No hace falta conocerle en profundidad para ver que Ndiaye tiene un gran fondo. Me confiesa que, por mucho que las cosas se pongan difíciles, jamás deja que sus hijos lo noten. No quiere que compartan sus apuros. Tampoco quiere ser alguien con deudas. Trabaja todo lo que puede para no tener pagos pendientes y después vive al día, procurando que el de mañana sea mejor que el de hoy.

"Dejar a mi hijo en Senegal haría que un día subiese a una patera para morir en el mar"

“Yo tiro para delante, siempre para delante. Lo que me daría pena es que mis hijos dejasen de estudiar. No quiero que a ellos les pase lo que me pasa a mí. Un niño tiene que estudiar bien para conseguir lo que quiera.
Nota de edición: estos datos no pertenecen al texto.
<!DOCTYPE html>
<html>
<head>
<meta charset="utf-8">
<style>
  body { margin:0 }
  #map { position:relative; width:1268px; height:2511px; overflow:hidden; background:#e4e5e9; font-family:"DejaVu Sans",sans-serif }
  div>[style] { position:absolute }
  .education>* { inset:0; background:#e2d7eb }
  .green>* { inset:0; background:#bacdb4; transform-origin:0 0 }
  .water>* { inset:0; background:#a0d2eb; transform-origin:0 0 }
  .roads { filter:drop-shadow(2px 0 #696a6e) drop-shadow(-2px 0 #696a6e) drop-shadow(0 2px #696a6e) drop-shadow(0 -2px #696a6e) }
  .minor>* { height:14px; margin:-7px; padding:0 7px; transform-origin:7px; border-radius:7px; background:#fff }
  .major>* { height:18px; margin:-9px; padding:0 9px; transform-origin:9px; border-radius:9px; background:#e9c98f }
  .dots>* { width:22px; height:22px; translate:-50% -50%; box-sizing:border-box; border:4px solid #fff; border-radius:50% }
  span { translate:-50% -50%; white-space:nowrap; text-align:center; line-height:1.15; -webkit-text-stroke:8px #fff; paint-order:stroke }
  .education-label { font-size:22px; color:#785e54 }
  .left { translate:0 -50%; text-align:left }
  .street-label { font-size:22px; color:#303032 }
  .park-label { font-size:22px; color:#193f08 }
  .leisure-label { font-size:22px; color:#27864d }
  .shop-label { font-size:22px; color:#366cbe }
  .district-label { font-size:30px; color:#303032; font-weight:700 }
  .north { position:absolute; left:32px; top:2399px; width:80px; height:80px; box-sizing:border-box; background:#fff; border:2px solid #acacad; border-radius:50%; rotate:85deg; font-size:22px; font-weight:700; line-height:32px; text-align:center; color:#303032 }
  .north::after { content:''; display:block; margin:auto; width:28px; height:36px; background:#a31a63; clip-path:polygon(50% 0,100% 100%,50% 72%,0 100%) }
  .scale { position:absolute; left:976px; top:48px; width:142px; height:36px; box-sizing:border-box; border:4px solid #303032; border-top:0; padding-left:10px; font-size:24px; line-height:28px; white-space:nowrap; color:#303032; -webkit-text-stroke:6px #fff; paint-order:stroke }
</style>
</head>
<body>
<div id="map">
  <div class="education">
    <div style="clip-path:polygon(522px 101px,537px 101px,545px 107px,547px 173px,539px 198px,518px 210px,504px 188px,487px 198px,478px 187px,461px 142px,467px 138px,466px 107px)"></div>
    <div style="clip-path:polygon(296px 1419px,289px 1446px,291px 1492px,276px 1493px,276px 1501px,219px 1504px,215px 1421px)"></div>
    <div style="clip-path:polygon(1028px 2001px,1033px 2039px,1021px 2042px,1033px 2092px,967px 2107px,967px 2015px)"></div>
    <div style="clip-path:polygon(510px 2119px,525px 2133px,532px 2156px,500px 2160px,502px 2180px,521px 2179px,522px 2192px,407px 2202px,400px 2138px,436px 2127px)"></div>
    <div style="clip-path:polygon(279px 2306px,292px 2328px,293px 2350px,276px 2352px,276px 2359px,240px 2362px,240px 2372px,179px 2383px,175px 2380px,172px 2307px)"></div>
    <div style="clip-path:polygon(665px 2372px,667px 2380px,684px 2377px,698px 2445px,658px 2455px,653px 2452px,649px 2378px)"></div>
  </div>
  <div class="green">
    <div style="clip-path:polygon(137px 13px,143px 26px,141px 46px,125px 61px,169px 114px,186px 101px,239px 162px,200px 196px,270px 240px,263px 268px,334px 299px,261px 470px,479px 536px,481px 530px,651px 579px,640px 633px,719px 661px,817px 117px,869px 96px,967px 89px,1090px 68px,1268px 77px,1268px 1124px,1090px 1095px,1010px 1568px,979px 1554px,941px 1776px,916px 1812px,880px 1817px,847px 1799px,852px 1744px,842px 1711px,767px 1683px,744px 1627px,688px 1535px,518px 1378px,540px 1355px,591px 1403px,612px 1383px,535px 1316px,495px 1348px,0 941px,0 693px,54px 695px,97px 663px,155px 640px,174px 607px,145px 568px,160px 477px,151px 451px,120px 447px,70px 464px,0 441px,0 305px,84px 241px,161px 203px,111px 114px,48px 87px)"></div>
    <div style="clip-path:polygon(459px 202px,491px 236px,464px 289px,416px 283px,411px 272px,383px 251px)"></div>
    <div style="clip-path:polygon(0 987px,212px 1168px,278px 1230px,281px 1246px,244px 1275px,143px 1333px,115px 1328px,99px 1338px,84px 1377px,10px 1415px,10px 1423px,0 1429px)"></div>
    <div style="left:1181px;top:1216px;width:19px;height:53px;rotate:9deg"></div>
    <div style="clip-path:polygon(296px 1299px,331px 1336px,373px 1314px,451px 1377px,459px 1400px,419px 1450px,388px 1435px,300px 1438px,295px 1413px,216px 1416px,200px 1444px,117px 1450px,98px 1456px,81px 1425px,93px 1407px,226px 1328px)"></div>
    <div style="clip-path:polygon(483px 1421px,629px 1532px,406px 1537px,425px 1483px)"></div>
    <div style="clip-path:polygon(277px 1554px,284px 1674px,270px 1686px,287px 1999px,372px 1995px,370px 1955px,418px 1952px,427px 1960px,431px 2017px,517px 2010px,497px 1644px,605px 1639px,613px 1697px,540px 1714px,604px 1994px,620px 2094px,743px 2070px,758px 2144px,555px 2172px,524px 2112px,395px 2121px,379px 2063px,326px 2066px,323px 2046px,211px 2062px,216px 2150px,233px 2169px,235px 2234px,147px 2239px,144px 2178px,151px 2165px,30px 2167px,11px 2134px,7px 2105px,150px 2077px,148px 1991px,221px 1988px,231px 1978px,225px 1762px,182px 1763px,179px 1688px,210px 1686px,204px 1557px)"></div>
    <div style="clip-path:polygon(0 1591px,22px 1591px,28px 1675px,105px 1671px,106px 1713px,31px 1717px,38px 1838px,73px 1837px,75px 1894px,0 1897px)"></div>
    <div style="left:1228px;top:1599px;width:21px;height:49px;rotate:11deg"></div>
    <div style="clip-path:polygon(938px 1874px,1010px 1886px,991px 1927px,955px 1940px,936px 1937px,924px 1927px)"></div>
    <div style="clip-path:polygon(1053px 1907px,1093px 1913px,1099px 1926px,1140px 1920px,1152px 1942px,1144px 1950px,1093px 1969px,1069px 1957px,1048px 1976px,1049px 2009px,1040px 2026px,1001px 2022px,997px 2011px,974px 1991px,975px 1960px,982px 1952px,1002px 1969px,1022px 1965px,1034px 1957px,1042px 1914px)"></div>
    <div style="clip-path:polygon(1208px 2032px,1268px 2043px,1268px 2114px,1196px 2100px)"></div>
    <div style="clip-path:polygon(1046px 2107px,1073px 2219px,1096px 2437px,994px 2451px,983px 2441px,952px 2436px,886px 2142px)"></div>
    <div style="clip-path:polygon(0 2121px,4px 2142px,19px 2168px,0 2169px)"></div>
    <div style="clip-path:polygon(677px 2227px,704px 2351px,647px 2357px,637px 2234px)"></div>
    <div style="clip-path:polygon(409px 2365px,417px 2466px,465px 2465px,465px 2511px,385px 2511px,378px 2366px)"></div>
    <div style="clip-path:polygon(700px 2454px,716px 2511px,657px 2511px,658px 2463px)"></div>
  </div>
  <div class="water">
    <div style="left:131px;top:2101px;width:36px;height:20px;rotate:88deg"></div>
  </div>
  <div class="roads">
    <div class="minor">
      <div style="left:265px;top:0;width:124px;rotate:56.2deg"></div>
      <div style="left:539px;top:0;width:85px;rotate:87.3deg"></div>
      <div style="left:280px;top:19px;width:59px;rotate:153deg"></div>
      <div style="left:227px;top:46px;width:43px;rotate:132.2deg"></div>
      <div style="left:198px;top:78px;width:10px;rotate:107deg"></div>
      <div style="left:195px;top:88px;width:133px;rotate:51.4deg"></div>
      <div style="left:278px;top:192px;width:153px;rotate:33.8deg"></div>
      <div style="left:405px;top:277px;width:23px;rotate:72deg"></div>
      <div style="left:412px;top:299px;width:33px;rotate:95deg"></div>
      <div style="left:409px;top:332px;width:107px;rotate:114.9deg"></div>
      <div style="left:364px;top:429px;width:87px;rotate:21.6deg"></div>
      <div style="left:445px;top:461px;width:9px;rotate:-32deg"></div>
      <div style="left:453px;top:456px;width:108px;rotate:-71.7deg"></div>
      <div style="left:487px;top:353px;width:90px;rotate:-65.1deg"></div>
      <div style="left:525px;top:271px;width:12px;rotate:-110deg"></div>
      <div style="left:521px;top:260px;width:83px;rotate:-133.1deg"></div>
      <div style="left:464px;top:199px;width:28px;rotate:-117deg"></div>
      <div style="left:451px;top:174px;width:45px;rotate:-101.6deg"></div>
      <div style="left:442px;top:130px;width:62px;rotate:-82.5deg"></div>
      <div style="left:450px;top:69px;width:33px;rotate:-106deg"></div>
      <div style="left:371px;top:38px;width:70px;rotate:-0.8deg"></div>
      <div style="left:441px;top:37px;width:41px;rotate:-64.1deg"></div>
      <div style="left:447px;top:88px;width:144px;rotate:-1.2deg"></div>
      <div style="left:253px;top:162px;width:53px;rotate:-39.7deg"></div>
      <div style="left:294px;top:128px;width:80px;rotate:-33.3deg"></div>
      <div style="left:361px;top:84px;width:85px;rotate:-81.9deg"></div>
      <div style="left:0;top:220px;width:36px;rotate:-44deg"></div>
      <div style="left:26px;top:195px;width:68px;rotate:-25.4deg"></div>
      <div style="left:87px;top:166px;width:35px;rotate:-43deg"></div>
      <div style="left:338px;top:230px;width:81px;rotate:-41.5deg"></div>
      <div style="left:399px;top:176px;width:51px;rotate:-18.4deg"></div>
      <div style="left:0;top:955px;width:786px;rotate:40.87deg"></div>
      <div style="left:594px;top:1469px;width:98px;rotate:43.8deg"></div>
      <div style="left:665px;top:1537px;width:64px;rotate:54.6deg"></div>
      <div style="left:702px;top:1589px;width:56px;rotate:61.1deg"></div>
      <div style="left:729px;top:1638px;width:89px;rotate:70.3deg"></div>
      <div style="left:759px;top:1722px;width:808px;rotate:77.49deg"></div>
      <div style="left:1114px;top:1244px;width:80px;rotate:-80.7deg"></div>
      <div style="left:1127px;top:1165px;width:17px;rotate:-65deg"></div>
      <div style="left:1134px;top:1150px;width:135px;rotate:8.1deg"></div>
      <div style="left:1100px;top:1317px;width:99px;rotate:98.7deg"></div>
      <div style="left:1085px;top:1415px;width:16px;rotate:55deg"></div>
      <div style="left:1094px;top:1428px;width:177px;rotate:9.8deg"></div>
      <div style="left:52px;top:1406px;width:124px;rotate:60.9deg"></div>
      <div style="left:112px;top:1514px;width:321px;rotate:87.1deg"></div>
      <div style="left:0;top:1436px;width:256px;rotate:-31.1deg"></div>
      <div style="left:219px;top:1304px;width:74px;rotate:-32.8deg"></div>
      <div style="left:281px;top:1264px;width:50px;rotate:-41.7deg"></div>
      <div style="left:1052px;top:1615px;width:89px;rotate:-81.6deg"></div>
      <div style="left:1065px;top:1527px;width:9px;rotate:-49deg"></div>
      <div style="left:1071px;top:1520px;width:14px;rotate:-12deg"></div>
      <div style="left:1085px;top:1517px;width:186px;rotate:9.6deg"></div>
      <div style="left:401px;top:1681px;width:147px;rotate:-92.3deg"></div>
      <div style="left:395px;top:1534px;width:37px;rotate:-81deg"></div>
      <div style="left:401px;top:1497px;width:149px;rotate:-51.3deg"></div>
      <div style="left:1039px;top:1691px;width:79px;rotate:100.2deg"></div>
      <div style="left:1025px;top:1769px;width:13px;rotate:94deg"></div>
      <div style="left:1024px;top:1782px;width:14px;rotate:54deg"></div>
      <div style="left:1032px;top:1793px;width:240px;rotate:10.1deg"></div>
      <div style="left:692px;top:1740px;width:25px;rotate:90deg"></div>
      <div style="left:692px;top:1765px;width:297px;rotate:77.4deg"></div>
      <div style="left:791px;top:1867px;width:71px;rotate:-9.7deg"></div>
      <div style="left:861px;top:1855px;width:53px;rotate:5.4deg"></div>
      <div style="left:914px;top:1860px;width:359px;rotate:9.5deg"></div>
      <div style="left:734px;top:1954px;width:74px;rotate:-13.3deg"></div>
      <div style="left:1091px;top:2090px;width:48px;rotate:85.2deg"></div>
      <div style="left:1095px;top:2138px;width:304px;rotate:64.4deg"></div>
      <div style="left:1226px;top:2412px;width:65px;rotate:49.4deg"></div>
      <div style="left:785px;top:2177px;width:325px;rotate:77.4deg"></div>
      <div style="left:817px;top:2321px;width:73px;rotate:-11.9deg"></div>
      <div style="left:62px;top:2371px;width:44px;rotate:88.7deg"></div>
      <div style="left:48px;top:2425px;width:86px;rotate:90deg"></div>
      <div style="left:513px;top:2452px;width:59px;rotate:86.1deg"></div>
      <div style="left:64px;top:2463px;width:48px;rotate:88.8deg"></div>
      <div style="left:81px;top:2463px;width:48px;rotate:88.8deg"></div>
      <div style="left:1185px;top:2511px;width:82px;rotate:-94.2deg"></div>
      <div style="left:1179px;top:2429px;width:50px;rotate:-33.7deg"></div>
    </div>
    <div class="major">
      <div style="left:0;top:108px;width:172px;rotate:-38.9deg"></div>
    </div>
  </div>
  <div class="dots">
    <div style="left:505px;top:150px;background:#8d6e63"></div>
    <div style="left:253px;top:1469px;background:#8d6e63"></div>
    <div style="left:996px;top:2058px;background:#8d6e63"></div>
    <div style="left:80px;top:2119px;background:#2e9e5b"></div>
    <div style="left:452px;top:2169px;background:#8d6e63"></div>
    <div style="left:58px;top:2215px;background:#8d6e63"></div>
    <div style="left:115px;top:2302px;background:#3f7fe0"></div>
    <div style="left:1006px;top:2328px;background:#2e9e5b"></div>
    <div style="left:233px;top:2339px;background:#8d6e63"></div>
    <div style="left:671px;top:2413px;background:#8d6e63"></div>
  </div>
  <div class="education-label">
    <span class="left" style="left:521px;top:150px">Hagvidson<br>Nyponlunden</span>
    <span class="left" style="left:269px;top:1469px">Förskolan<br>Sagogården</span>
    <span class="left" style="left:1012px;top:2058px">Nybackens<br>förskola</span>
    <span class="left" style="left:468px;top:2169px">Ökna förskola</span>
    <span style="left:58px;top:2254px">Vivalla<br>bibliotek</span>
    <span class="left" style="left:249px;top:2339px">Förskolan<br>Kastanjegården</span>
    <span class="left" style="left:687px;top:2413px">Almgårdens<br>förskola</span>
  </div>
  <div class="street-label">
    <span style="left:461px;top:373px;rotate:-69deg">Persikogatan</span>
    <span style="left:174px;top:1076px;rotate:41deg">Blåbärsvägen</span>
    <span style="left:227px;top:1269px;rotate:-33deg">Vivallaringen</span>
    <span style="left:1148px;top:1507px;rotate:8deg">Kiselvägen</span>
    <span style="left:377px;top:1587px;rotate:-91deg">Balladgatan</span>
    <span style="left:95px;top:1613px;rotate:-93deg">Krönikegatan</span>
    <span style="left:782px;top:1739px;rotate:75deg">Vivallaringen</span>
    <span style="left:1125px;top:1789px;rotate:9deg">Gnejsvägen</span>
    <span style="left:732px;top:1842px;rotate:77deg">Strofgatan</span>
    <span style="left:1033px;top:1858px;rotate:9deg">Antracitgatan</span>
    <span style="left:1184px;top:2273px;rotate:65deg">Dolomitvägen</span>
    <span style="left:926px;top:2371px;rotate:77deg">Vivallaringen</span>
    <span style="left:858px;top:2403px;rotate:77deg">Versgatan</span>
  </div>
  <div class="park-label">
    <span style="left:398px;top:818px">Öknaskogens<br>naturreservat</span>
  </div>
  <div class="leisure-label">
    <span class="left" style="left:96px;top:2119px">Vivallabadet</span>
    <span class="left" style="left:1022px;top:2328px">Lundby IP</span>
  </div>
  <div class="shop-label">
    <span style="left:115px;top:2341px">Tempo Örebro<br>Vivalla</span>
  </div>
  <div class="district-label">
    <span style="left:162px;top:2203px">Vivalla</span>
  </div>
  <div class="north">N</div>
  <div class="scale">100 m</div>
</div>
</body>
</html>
Sin estudiar no eres nadie, ¿sabes?”, reflexiona en alto. “Tengo amigos que me dijeron que tenían trabajo para él [para el mayor de sus hijos], pero no quiero; él tiene que prepararse. Yo hago lo que puedo y cuando ya no pueda...no puedo. Pero mientras pueda…Yo, si tengo para comer hoy, vale; sino tengo, espero a mañana. Voy día a día”, comparte.

Le pregunto cómo era su vida en Senegal para sentir ese deseo de dejar tan lejos su tierra. Diallo suelta un profundo bufido a modo de respuesta. “Mi vida es muy dura...pero es lo que hay”, añade. Percibo que no quiere ahondar más en el tema, rescatando de aquellos años solo el valor y la bondad de su madre, el infinito agradecimiento y cariño que le guarda y la pena que sigue ahogándole de cuando en vez por no haber podido estar en su última despedida. Reconoce que no resultó fácil asumir y explicar a los suyos que no podía viajar a Senegal dejando aquí a menores sin la presencia de un padre. Con todo el dolor de su corazón, no quiso buscar problemas para sus niños. Su condición de padre responsable pesó más que la de hijo desolado.

"Allí nada"

“Dejar a mi hijo en Senegal haría que un día subiese a una patera para morir en el mar”

“Dejar a mi hijo en Senegal haría que un día subiese a una patera para morir en el mar” / Ana CEla

La respuesta cuando se le cuestiona qué futuro le esperaría a sus hijos en Senegal tiene una contundencia aplastante. Eleva la voz para enfatizar cada sílaba. “¿Allí? Nada”. “Allí nada”, repite, más para él que para mí. “Allí son muy difíciles las cosas. Yo entiendo que dejar a mi hijo en Senegal supone que igual un día intente venir en una patera y muera allí en el mar. Por eso yo tengo que sacrificar mi vida para traer a mis hijos; porque conozco gente que tiene hijos que murieron en el mar intentando llegar aquí. De verdad; conozco a muchos. Y eso no lo quiero”, sostiene este senegalés, sin un atisbo de esa sonrisa que parece serle tan propia y con la voz cada vez más apurada por el ansia de escapar a una estampa que lo atormenta.

Diallo reconoce que él tuvo una salida más fácil, en un momento más oportuno. Con todo, dice tener claro que la patera no sería su elección. “No tiraría mi vida a la basura. Con lo que gano me conformo. Si no tengo dinero, no lo tengo, pero lo voy a intentar hasta el último segundo. No me voy a tirar al mar. Tiene que poder ganarse la vida sin sufrir tanto”.

Antes de despedirnos, este senegalés me regala una lección de vida, después de haberme dado una bofetada de realidad. “Ana, yo soy feliz, de verdad”, dice como si leyese la tristeza con la que la empatía lleva un rato estrangulándome. “Yo no necesito mucho para estar contento. En mi país, la gente no tiene nada y vive feliz; aunque no hay comida, no se nota en la cara”, apunta. “Yo quiero ver a mis hijos felices, continúa. Yo puedo sufrir, pero no quiero que ellos sufran ni una sola vez. Los niños son mi vida, de verdad”. Le dejo seguir vendiendo en su puesto, como cada miércoles, sabiendo que cada venta tiene un cometido: permitir que un buen padre construya para sus hijos la vida con la que él solo pudo soñar.